■ **Problem to work on**: Each entry must be output exactly as it appears.

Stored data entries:
- - - - - - -

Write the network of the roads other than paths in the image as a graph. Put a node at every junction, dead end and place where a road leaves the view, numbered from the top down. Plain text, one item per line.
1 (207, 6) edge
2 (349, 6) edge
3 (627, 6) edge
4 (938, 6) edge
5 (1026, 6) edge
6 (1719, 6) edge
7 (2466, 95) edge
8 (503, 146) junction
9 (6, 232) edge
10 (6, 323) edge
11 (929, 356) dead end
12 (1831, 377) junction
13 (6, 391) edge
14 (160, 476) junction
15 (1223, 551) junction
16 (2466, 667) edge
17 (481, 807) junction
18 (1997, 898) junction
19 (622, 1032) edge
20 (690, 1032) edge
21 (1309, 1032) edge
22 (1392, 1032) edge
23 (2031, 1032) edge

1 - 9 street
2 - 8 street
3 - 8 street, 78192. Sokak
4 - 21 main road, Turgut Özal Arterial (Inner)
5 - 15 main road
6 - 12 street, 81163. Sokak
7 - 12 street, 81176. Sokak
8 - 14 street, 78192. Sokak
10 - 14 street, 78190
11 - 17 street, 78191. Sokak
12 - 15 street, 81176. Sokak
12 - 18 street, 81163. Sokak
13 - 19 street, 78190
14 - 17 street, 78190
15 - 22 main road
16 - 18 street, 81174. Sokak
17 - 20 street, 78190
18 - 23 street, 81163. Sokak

- - - - - - -

■ **Solution to this task**:
Write the network of the roads other than paths in the image as a graph. Put a node at every junction, dead end and place where a road leaves the view, numbered from the top down. Plain text, one item per line.
1 (207, 6) edge
2 (349, 6) edge
3 (627, 6) edge
4 (938, 6) edge
5 (1026, 6) edge
6 (1719, 6) edge
7 (2466, 95) edge
8 (503, 146) junction
9 (6, 232) edge
10 (6, 323) edge
11 (929, 356) dead end
12 (1831, 377) junction
13 (6, 391) edge
14 (160, 476) junction
15 (1223, 551) junction
16 (2466, 667) edge
17 (481, 807) junction
18 (1997, 898) junction
19 (622, 1032) edge
20 (690, 1032) edge
21 (1309, 1032) edge
22 (1392, 1032) edge
23 (2031, 1032) edge

1 - 9 street
2 - 8 street
3 - 8 street, 78192. Sokak
4 - 21 main road, Turgut Özal Arterial (Inner)
5 - 15 main road
6 - 12 street, 81163. Sokak
7 - 12 street, 81176. Sokak
8 - 14 street, 78192. Sokak
10 - 14 street, 78190
11 - 17 street, 78191. Sokak
12 - 15 street, 81176. Sokak
12 - 18 street, 81163. Sokak
13 - 19 street, 78190
14 - 17 street, 78190
15 - 22 main road
16 - 18 street, 81174. Sokak
17 - 20 street, 78190
18 - 23 street, 81163. Sokak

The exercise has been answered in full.